● **Your goal**:
List each line of the data that holds the string "image".

[Collected data]
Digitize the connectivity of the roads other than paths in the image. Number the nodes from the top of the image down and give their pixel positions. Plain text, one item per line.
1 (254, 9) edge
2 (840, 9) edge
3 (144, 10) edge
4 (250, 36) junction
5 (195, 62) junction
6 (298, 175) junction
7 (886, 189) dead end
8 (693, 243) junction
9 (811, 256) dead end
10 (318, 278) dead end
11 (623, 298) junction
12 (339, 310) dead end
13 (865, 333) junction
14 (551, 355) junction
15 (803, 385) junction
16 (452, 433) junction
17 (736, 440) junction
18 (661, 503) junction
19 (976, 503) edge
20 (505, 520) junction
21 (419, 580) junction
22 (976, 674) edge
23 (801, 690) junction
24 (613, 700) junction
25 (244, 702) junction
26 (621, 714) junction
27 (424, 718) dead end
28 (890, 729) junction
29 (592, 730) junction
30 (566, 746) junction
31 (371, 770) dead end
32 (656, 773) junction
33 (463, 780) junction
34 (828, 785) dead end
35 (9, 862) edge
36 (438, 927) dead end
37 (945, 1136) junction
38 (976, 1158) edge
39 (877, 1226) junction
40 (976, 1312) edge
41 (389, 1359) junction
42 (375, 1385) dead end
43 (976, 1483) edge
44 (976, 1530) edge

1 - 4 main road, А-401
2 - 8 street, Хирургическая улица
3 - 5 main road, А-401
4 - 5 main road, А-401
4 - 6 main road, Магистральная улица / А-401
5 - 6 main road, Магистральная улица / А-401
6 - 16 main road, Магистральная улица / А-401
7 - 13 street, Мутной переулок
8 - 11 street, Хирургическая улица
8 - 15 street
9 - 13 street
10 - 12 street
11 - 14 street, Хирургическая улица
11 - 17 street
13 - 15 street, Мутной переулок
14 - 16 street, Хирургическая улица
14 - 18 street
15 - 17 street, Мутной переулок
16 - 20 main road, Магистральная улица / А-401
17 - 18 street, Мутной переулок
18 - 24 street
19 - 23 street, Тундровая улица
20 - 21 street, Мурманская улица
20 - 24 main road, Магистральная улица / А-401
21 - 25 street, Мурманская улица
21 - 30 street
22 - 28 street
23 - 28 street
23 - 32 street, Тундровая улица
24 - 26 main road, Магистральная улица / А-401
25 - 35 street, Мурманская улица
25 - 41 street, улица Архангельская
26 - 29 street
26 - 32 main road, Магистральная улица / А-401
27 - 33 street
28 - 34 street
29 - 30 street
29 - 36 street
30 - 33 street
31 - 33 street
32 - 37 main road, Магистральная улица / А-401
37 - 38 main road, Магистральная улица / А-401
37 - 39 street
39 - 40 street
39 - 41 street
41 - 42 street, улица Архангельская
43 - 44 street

* * *

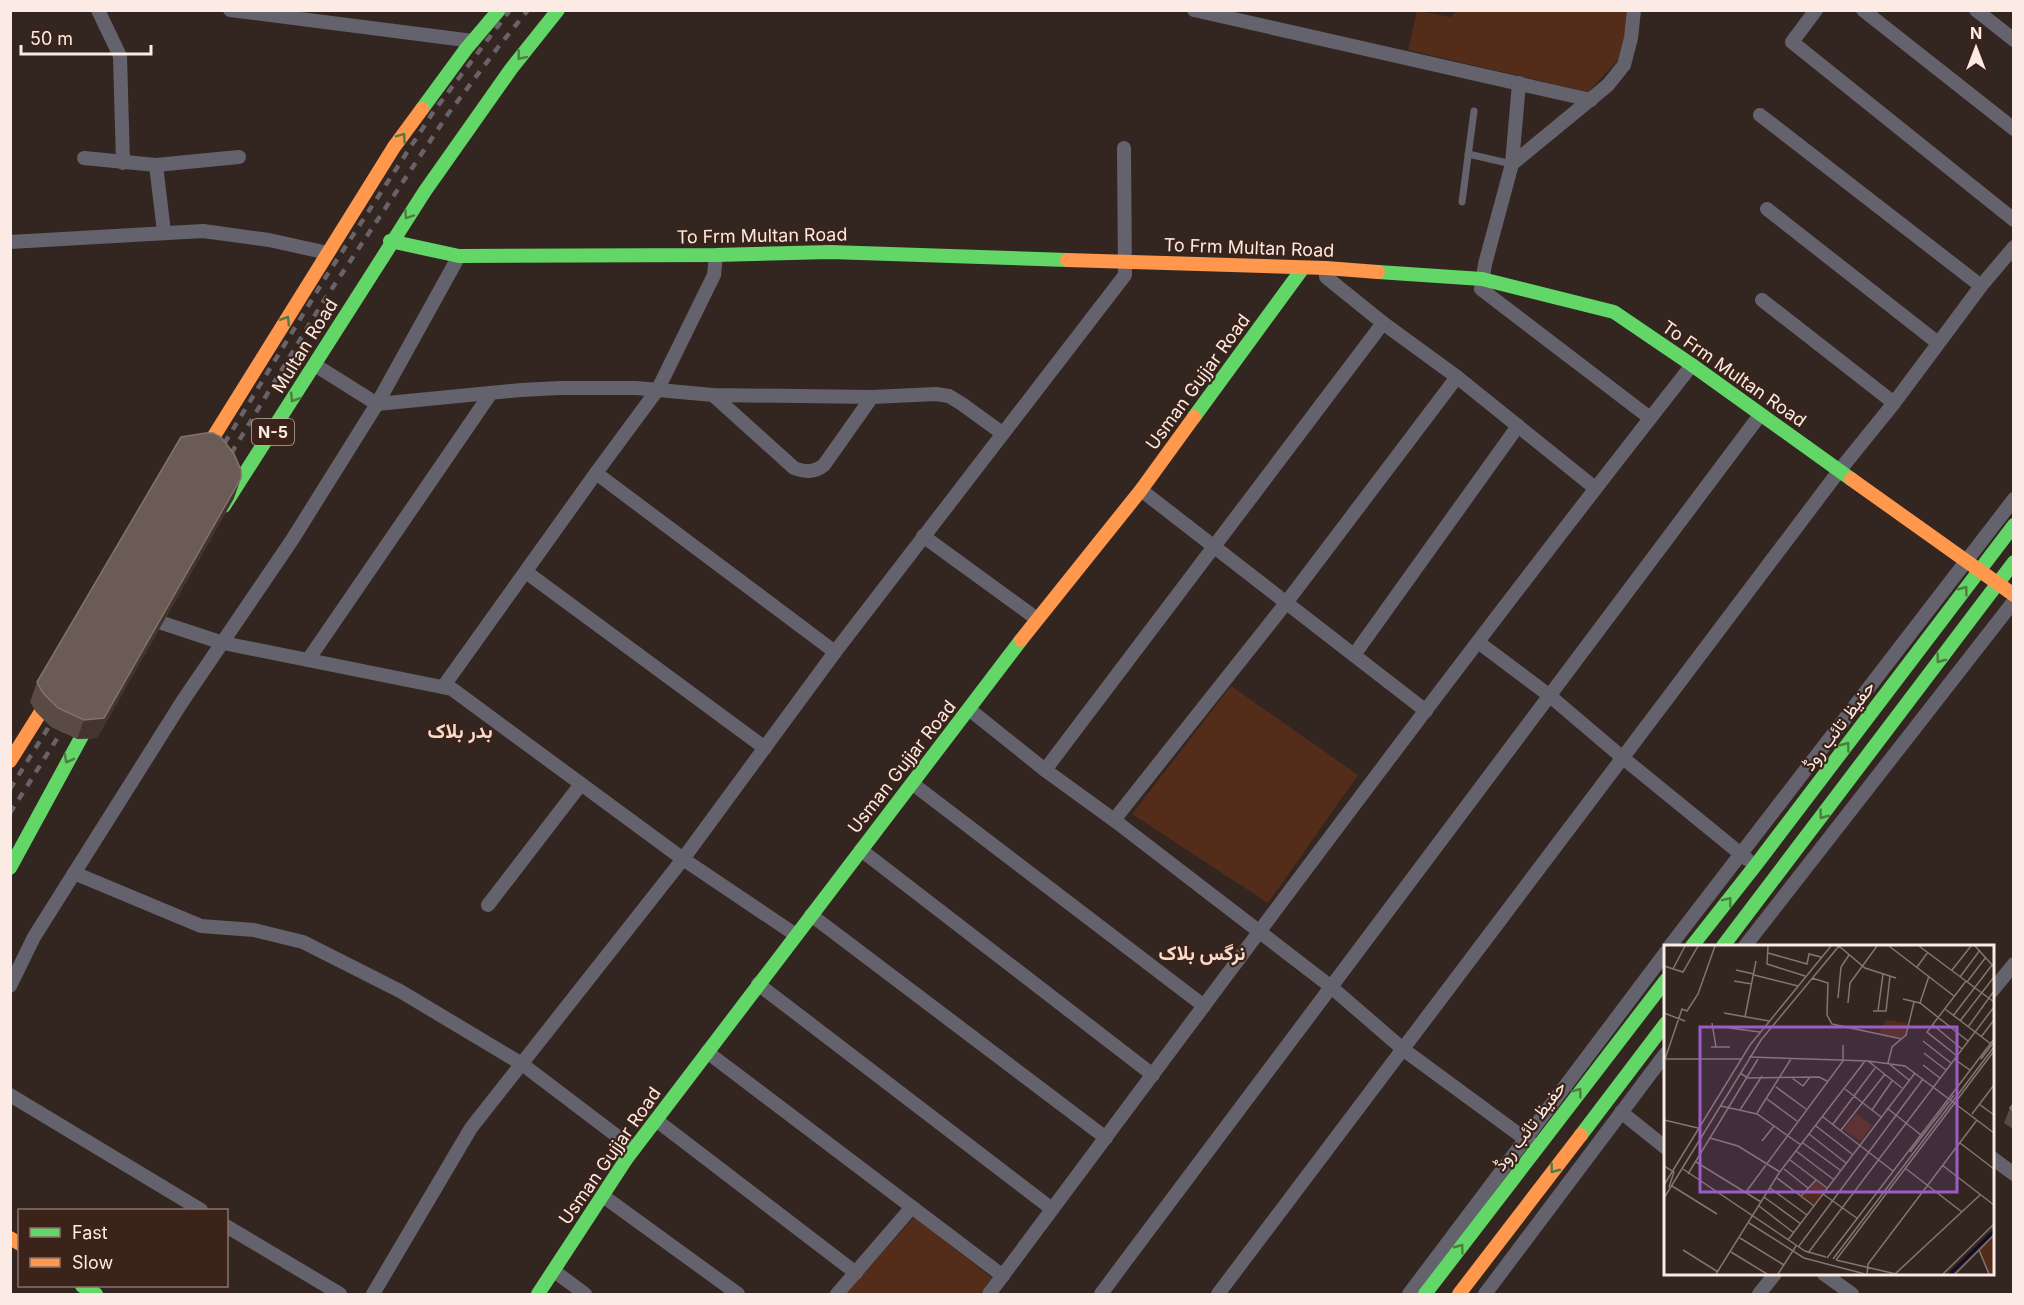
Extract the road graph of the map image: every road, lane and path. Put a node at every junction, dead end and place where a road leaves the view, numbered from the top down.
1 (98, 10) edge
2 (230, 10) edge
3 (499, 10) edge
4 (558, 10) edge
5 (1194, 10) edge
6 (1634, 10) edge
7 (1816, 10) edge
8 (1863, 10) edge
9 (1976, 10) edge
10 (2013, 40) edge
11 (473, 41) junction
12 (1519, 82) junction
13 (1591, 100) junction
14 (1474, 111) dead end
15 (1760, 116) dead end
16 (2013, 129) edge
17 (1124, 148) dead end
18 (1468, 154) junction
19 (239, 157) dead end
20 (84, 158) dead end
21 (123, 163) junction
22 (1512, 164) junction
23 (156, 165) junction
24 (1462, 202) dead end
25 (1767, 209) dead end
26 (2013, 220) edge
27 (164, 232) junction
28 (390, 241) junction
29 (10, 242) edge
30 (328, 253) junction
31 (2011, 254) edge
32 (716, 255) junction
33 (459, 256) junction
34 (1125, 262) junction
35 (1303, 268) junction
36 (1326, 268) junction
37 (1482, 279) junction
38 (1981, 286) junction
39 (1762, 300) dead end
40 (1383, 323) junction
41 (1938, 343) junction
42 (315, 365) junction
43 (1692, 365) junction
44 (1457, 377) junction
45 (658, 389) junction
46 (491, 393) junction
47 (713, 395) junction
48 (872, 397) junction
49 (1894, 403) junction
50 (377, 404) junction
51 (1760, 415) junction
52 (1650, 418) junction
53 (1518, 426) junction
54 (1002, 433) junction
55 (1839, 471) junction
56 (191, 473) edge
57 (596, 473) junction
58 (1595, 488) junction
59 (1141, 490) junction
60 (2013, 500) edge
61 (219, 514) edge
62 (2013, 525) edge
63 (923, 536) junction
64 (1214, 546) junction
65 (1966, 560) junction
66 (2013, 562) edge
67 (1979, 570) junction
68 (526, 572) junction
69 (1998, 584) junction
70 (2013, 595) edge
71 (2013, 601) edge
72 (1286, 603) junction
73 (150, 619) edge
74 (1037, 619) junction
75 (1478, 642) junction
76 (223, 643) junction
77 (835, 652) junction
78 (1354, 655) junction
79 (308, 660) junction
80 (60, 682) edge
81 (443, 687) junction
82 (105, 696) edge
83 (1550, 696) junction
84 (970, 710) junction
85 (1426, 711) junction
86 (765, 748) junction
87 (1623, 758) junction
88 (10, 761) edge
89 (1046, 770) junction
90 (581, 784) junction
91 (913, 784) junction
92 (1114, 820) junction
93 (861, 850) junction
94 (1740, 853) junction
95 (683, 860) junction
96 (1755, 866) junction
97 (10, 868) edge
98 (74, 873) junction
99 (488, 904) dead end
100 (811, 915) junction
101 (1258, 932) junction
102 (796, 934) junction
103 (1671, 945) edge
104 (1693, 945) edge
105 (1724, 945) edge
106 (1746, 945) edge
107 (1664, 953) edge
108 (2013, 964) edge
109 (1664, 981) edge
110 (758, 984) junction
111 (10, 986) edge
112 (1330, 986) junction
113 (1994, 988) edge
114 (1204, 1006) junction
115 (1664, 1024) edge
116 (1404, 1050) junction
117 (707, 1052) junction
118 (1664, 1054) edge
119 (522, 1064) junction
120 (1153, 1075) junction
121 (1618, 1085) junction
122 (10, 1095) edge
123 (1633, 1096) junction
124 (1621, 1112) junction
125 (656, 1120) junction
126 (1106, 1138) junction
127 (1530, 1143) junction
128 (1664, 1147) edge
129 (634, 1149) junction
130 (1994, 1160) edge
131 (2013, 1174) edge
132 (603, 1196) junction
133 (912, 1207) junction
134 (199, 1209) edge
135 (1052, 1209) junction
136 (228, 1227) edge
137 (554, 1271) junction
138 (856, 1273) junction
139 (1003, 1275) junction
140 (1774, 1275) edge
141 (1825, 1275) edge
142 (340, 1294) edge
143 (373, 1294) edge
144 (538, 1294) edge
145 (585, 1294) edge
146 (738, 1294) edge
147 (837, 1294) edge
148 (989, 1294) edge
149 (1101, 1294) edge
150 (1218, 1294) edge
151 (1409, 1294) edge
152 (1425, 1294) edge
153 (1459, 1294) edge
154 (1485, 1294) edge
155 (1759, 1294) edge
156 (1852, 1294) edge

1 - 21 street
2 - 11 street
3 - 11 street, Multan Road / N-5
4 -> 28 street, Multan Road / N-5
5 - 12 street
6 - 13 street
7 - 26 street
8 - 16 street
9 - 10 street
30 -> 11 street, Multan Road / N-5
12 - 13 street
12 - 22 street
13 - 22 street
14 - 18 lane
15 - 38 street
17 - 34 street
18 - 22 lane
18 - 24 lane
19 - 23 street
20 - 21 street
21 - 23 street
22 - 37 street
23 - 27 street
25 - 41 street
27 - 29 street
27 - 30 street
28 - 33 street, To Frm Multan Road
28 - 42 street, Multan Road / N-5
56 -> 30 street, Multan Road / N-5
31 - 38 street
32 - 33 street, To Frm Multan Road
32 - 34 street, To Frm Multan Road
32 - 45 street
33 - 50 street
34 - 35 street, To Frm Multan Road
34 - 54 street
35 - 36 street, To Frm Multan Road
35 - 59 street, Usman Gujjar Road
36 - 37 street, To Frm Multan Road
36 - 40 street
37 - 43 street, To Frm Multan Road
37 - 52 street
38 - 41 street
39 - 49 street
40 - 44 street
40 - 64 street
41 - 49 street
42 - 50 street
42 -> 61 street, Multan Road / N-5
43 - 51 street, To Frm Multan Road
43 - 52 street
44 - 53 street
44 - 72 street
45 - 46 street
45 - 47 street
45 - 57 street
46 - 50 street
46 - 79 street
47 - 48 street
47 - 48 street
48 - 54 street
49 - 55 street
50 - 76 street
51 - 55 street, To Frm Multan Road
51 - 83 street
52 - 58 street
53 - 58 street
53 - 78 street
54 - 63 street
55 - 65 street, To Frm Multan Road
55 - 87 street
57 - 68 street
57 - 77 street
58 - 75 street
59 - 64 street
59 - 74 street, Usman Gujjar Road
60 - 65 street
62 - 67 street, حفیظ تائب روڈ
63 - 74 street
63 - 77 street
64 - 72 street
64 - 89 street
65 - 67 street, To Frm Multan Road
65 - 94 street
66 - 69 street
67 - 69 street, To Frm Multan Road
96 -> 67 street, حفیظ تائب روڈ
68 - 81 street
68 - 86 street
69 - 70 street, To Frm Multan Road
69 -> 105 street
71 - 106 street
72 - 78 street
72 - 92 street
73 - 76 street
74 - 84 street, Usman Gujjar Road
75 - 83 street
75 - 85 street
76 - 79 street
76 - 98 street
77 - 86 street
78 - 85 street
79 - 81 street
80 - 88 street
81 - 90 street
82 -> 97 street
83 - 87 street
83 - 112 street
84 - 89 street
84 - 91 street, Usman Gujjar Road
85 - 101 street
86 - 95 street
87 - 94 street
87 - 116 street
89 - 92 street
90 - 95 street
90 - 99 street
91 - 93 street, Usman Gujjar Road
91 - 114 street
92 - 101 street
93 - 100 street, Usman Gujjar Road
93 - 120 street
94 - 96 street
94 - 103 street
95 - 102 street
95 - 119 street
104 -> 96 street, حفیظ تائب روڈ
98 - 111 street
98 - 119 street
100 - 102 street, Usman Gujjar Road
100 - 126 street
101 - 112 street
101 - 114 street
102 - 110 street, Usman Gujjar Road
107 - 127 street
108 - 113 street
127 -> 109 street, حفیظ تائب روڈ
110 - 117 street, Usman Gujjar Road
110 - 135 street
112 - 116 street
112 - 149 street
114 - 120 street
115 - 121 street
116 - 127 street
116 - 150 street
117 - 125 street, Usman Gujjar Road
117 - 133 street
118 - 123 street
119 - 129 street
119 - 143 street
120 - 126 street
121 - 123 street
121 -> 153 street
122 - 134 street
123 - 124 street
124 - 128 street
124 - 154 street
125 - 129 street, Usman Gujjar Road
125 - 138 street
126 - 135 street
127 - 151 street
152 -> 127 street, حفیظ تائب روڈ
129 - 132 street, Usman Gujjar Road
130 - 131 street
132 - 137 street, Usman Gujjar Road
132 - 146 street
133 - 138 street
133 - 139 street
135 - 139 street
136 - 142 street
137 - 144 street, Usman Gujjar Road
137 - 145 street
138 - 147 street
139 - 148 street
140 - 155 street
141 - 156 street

● **Exercise response**:
Digitize the connectivity of the roads other than paths in the image. Number the nodes from the top of the image down and give their pixel positions. Plain text, one item per line.
Extract the road graph of the map image: every road, lane and path. Put a node at every junction, dead end and place where a road leaves the view, numbered from the top down.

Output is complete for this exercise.